TL;DR
GERD is a simulator that generates controlled event-based vision data with ground-truth transformations, facilitating geometric studies and model evaluation in event-based vision.
Contribution
It introduces GERD, a novel simulator for event-based vision data with precise geometric control and ground-truth, supporting noise models and sub-pixel motion.
Findings
GERD enables hypothesis-driven geometric studies in event-based vision.
The simulator supports multiple noise models and sub-pixel motion.

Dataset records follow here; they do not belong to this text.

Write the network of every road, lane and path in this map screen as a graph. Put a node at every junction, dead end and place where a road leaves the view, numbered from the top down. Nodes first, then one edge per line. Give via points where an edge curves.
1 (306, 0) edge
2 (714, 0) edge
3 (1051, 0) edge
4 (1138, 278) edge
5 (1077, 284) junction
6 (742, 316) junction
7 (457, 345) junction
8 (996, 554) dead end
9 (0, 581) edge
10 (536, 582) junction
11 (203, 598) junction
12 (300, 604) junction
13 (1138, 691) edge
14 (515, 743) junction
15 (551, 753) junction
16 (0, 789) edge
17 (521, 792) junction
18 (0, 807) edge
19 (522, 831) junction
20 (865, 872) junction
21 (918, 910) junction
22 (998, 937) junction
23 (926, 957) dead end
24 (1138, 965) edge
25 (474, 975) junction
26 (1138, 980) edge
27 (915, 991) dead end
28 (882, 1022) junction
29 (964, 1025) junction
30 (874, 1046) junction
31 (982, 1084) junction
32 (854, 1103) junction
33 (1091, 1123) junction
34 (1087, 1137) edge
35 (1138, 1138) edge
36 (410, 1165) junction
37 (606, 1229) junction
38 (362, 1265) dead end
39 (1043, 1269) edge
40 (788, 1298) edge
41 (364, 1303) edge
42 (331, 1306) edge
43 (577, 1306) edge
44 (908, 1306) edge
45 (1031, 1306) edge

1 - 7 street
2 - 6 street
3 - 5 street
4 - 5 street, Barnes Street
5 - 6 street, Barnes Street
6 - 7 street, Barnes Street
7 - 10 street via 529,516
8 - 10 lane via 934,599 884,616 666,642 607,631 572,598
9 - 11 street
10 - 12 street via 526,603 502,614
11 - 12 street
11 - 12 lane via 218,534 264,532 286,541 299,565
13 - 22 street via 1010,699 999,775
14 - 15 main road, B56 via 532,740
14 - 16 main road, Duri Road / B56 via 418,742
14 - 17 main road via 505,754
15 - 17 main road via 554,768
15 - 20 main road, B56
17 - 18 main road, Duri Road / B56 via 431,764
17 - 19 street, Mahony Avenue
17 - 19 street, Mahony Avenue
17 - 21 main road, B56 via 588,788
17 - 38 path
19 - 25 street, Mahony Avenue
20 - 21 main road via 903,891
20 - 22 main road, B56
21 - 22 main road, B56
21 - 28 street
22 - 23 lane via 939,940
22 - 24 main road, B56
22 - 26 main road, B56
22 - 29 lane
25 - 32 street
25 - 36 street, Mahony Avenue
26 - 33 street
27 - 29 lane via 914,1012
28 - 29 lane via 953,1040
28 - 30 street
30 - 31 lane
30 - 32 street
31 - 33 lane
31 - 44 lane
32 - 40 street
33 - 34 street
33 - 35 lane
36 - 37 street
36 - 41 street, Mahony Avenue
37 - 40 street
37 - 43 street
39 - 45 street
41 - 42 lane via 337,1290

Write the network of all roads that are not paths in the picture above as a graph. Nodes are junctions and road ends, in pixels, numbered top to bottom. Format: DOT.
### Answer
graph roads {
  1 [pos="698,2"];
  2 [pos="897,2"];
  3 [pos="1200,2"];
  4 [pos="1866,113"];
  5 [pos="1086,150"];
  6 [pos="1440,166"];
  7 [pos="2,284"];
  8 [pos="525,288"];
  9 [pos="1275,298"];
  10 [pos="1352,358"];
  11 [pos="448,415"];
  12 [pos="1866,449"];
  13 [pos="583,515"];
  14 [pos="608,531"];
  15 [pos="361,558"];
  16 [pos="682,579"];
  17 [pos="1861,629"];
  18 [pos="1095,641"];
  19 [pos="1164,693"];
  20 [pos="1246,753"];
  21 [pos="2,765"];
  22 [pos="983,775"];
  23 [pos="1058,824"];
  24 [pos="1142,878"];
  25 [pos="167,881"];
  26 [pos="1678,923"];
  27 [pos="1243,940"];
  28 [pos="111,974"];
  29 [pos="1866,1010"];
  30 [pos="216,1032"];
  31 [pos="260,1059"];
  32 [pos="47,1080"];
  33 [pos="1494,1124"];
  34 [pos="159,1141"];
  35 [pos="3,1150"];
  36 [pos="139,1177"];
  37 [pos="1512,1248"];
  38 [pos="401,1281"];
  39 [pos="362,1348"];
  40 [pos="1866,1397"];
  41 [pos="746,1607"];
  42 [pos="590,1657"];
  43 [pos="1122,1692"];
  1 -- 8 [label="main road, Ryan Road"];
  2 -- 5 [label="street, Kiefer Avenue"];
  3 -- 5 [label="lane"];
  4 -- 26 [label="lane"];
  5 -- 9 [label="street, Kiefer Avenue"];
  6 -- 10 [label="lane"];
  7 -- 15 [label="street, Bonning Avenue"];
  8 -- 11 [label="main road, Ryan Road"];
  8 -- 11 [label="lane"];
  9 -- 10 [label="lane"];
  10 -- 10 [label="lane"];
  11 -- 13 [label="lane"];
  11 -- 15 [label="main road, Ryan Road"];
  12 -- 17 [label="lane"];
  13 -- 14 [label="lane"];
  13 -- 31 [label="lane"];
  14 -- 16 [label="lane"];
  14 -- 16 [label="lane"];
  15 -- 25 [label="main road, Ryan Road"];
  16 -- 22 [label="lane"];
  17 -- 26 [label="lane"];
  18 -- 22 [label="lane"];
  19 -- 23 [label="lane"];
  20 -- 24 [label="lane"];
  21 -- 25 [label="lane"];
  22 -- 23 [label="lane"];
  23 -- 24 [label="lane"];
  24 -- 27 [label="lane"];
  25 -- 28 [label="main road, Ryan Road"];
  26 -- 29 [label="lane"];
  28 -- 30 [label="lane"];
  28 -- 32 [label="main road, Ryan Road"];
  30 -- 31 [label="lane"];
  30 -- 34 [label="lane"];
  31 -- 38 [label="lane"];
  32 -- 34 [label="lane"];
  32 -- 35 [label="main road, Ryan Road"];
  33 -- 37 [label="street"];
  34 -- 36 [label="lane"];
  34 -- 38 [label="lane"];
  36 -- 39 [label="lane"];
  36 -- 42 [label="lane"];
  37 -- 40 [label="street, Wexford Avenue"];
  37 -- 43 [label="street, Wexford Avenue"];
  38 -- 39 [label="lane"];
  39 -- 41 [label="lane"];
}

GERD is publicly available at github.com/ncskth/gerd.
Abstract
Event-based vision sensors offer high time resolution, high dynamic range, and low power consumption, yet event-based vision models lag behind conventional frame-based vision methods. We argue that this gap is partly due to the lack of principled study of the transformation groups that govern event-based visual streams. Motivated by the role that geometric and group-theoretic methods have played in advancing computer vision, we present GERD: a simulator for generating event-based recordings of objects under precisely controlled affine, Galilean, and temporal scaling transformations. By providing ground-truth transformations at each timestep, GERD enables hypothesis-driven and controlled studies of geometric properties that are otherwise impossible to isolate in real-world datasets. The simulator supports three noise models and sub-pixel motion as a complement to real sensor datasets. We…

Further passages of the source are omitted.